[Excerpts from a dataset]
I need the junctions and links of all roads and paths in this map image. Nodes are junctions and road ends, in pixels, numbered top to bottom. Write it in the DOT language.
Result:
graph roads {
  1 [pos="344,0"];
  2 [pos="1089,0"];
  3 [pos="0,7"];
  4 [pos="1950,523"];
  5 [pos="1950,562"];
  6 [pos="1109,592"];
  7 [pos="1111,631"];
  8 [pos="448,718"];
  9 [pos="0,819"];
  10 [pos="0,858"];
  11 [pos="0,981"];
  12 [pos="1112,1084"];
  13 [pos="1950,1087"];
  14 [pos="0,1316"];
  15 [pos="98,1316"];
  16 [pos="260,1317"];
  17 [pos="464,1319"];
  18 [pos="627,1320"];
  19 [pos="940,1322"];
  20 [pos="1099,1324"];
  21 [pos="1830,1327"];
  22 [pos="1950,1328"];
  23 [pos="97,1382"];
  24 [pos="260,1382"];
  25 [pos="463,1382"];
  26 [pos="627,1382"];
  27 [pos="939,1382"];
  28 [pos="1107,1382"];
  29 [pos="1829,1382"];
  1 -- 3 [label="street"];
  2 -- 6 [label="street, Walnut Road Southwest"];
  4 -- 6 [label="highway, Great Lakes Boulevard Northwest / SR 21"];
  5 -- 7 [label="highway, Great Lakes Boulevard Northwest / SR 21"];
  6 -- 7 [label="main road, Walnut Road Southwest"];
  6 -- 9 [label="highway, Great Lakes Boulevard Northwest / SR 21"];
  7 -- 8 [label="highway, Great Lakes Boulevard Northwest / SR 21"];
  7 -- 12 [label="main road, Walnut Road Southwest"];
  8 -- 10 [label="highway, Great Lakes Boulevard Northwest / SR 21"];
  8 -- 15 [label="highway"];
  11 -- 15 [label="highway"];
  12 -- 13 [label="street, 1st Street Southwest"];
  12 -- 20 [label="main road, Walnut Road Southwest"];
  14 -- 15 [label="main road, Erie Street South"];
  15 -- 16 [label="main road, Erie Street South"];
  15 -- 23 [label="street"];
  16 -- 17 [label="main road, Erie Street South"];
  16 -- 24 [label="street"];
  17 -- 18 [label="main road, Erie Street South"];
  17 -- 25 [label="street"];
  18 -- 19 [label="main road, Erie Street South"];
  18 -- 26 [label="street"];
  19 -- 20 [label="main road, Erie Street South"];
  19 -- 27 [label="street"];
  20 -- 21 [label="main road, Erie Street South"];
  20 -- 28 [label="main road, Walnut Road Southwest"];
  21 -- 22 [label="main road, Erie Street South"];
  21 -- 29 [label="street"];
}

» **PROBLEM DESCRIPTION**
Give back all the data exactly as written.

» **YOUR SOLUTION**
I need the junctions and links of all roads and paths in this map image. Nodes are junctions and road ends, in pixels, numbered top to bottom. Write it in the DOT language.
Result:
graph roads {
  1 [pos="344,0"];
  2 [pos="1089,0"];
  3 [pos="0,7"];
  4 [pos="1950,523"];
  5 [pos="1950,562"];
  6 [pos="1109,592"];
  7 [pos="1111,631"];
  8 [pos="448,718"];
  9 [pos="0,819"];
  10 [pos="0,858"];
  11 [pos="0,981"];
  12 [pos="1112,1084"];
  13 [pos="1950,1087"];
  14 [pos="0,1316"];
  15 [pos="98,1316"];
  16 [pos="260,1317"];
  17 [pos="464,1319"];
  18 [pos="627,1320"];
  19 [pos="940,1322"];
  20 [pos="1099,1324"];
  21 [pos="1830,1327"];
  22 [pos="1950,1328"];
  23 [pos="97,1382"];
  24 [pos="260,1382"];
  25 [pos="463,1382"];
  26 [pos="627,1382"];
  27 [pos="939,1382"];
  28 [pos="1107,1382"];
  29 [pos="1829,1382"];
  1 -- 3 [label="street"];
  2 -- 6 [label="street, Walnut Road Southwest"];
  4 -- 6 [label="highway, Great Lakes Boulevard Northwest / SR 21"];
  5 -- 7 [label="highway, Great Lakes Boulevard Northwest / SR 21"];
  6 -- 7 [label="main road, Walnut Road Southwest"];
  6 -- 9 [label="highway, Great Lakes Boulevard Northwest / SR 21"];
  7 -- 8 [label="highway, Great Lakes Boulevard Northwest / SR 21"];
  7 -- 12 [label="main road, Walnut Road Southwest"];
  8 -- 10 [label="highway, Great Lakes Boulevard Northwest / SR 21"];
  8 -- 15 [label="highway"];
  11 -- 15 [label="highway"];
  12 -- 13 [label="street, 1st Street Southwest"];
  12 -- 20 [label="main road, Walnut Road Southwest"];
  14 -- 15 [label="main road, Erie Street South"];
  15 -- 16 [label="main road, Erie Street South"];
  15 -- 23 [label="street"];
  16 -- 17 [label="main road, Erie Street South"];
  16 -- 24 [label="street"];
  17 -- 18 [label="main road, Erie Street South"];
  17 -- 25 [label="street"];
  18 -- 19 [label="main road, Erie Street South"];
  18 -- 26 [label="street"];
  19 -- 20 [label="main road, Erie Street South"];
  19 -- 27 [label="street"];
  20 -- 21 [label="main road, Erie Street South"];
  20 -- 28 [label="main road, Walnut Road Southwest"];
  21 -- 22 [label="main road, Erie Street South"];
  21 -- 29 [label="street"];
}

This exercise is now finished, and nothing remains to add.